CLINICAL HISTORY, INTRAOPERATIVE GROSS EXAMINATION, AND SAMPLING
The 3 cornerstones of intraoperative consultation are the patient's clinical history, gross examination, and microscopic morphologic interpretation. Gathering clinical history and reviewing results of diagnostic imaging studies may be time consuming and may be limited by time pressure during frozen section. Ideally, this information could be prepared in advance in anticipation of a frozen section based on the operating room schedule. It would also allow for retrieving relevant prior biopsy slides from the pathology archives, an invaluable resource in patients with history of prior malignancy for comparison of morphologic features during frozen section.
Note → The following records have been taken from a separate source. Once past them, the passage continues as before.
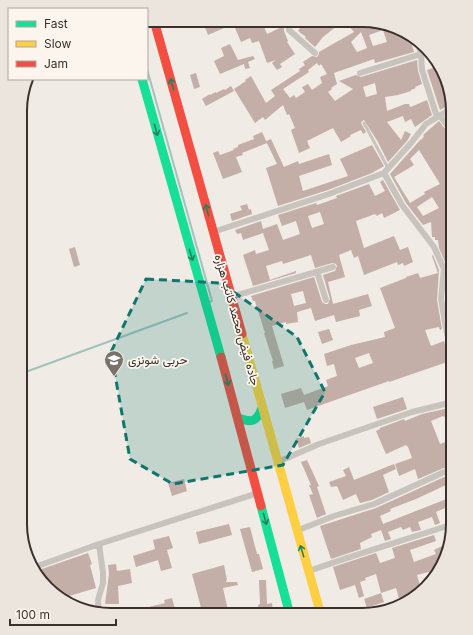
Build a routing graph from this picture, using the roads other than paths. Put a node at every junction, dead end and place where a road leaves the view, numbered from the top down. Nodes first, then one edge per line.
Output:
1 (156, 27) edge
2 (289, 27) edge
3 (316, 53) dead end
4 (421, 54) joint
5 (360, 73) dead end
6 (142, 80) edge
7 (446, 111) edge
8 (438, 116) junction
9 (364, 123) dead end
10 (446, 125) edge
11 (386, 171) junction
12 (213, 232) junction
13 (333, 267) dead end
14 (317, 272) junction
15 (231, 297) junction
16 (326, 300) dead end
17 (446, 328) edge
18 (446, 404) edge
19 (262, 408) junction
20 (238, 418) junction
21 (278, 462) junction
22 (446, 471) edge
23 (258, 493) junction
24 (446, 526) edge
25 (296, 531) junction
26 (99, 544) junction
27 (38, 566) edge
28 (309, 571) junction
29 (98, 607) edge
30 (288, 608) edge
31 (319, 608) edge

12 -> 1 main road, جاده فیض محمد کاتب هزاره
2 - 3 street
4 - 5 street
4 - 8 street
6 -> 20 main road
7 - 8 street
8 - 10 street
8 - 11 street
9 - 11 lane
11 - 12 street
11 - 17 street
12 - 15 main road, جاده فیض محمد کاتب هزاره
13 - 14 street
14 - 15 street
14 - 16 street
15 - 19 main road, جاده فیض محمد کاتب هزاره
18 - 21 street
19 - 20 main road
19 - 21 main road, جاده فیض محمد کاتب هزاره
20 - 23 main road
21 - 25 main road, جاده فیض محمد کاتب هزاره
22 - 25 street
23 - 26 street
23 -> 30 main road
24 - 28 street
28 -> 25 main road, جاده فیض محمد کاتب هزاره
26 - 27 street
26 - 29 street
28 - 31 main road, جاده فیض محمد کاتب هزاره

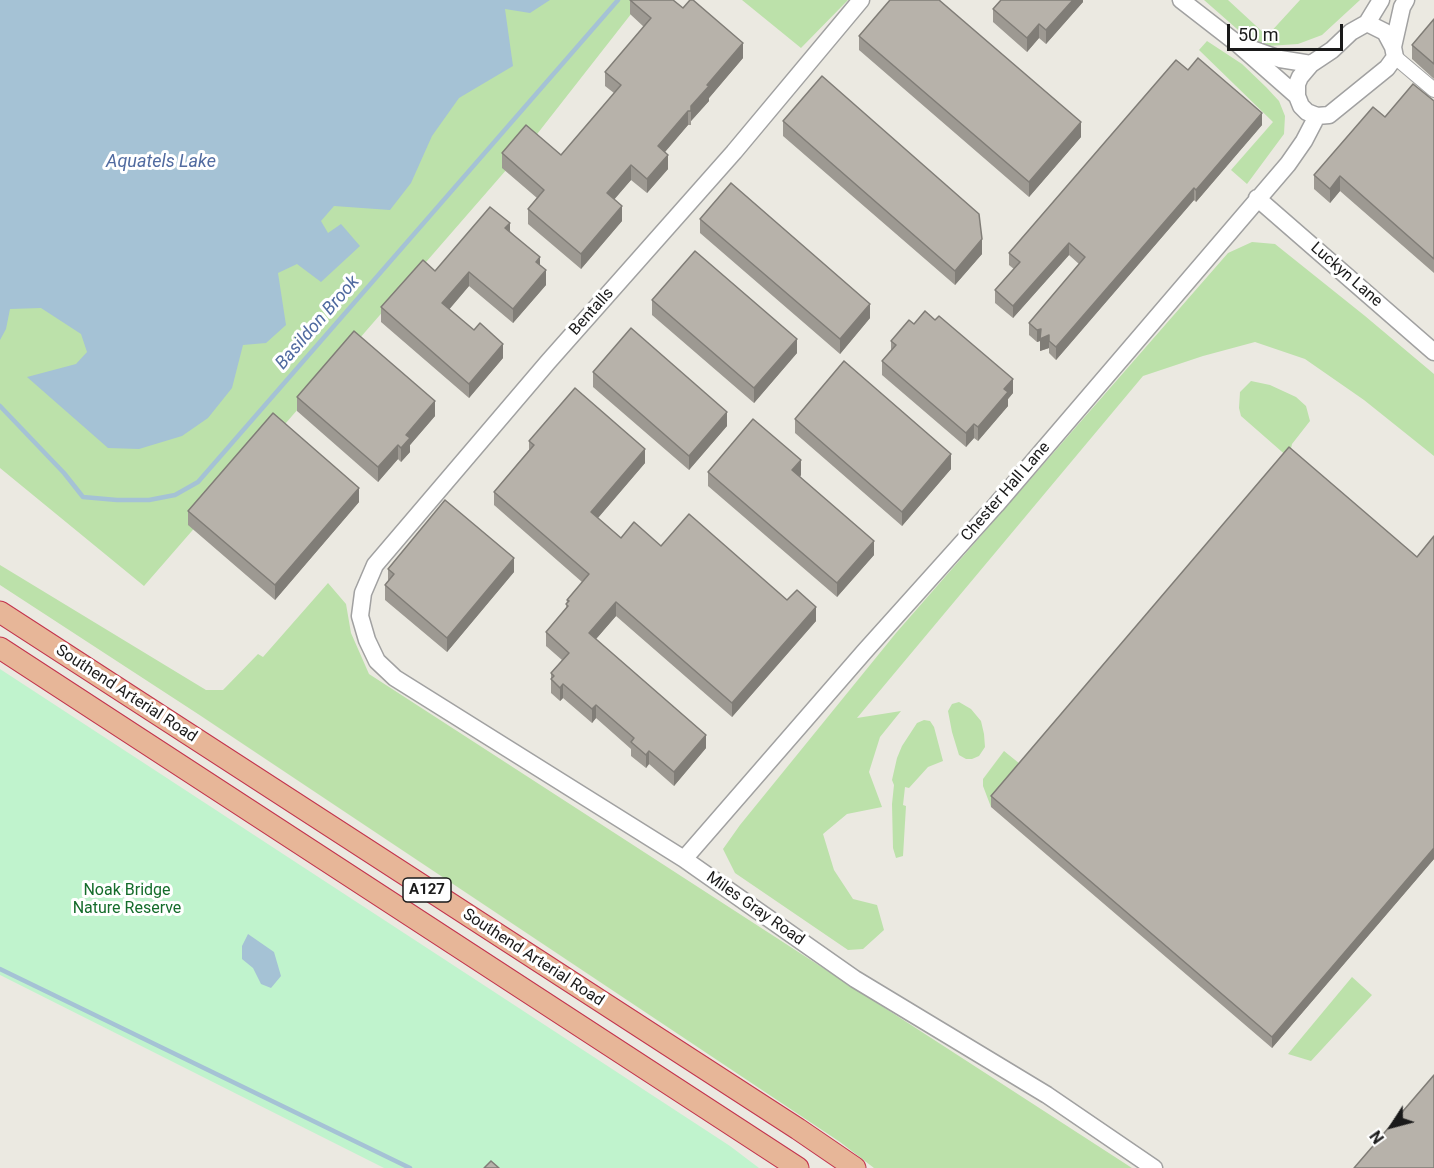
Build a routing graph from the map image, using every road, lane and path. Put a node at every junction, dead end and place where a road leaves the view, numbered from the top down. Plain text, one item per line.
1 (861, 0) edge
2 (1181, 0) edge
3 (1381, 0) edge
4 (1406, 0) edge
5 (1367, 23) junction
6 (1239, 45) junction
7 (1394, 52) junction
8 (1311, 64) junction
9 (1434, 90) edge
10 (1297, 96) junction
11 (1317, 116) junction
12 (1257, 198) junction
13 (1434, 352) edge
14 (0, 612) edge
15 (367, 640) joint
16 (0, 648) edge
17 (684, 859) junction
18 (798, 1168) edge
19 (855, 1168) edge
20 (1154, 1168) edge

1 - 15 street, Bentalls
2 - 6 street
3 - 5 street
4 - 7 street
5 - 7 street
5 - 8 street
6 - 8 street
6 - 10 street
7 - 9 street
7 - 11 street
8 - 10 street
10 - 11 street
11 - 12 street, Chester Hall Lane
12 - 13 street, Luckyn Lane
12 - 17 street, Chester Hall Lane
14 - 19 highway, Southend Arterial Road / A127
15 - 17 street, Miles Gray Road
16 - 18 highway, Southend Arterial Road / A127
17 - 20 street, Miles Gray Road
The most important gross parameters of ovarian epithelial tumors are size, laterality (unilateral versus bilateral), and the appearance of cut surface (cystic versus solid). The vast majority of completely cystic ovarian tumors with a smooth lining and without solid nodules are histologically benign, although benign epithelial tumors may also have a partially or entirely solid cut surface, for example, adenofibromas or benign Brenner tumors. Gross presence of intracystic papillary growth should be noted; it is usually scattered and firm in cystadenofibromas, compared with the more abundant, soft, and friable intraluminal projections of serous borderline tumors (Figure 1, A and B). Conversely, malignant ovarian epithelial tumors tend to be solid, at least partially, and often show a soft, fleshy, and heterogeneous cut surface with necrosis and hemorrhage (Figure 1, C and D). Bilaterality is common in serous ovarian tumors, both benign and malignant; however, bilateral mucinous tumors should always raise suspicion for a metastasis. In addition, tumor size may also be a helpful parameter in the differential diagnosis between primary versus metastatic mucinous carcinoma. The gross quality of cyst contents, serous versus mucoid, may provide a clue to the tumor histologic subtype, but not infrequently it may be misleading, and the tumor classification ultimately has to be based on the overall microscopic appearance and cytoplasmic features of the lining epithelial cells.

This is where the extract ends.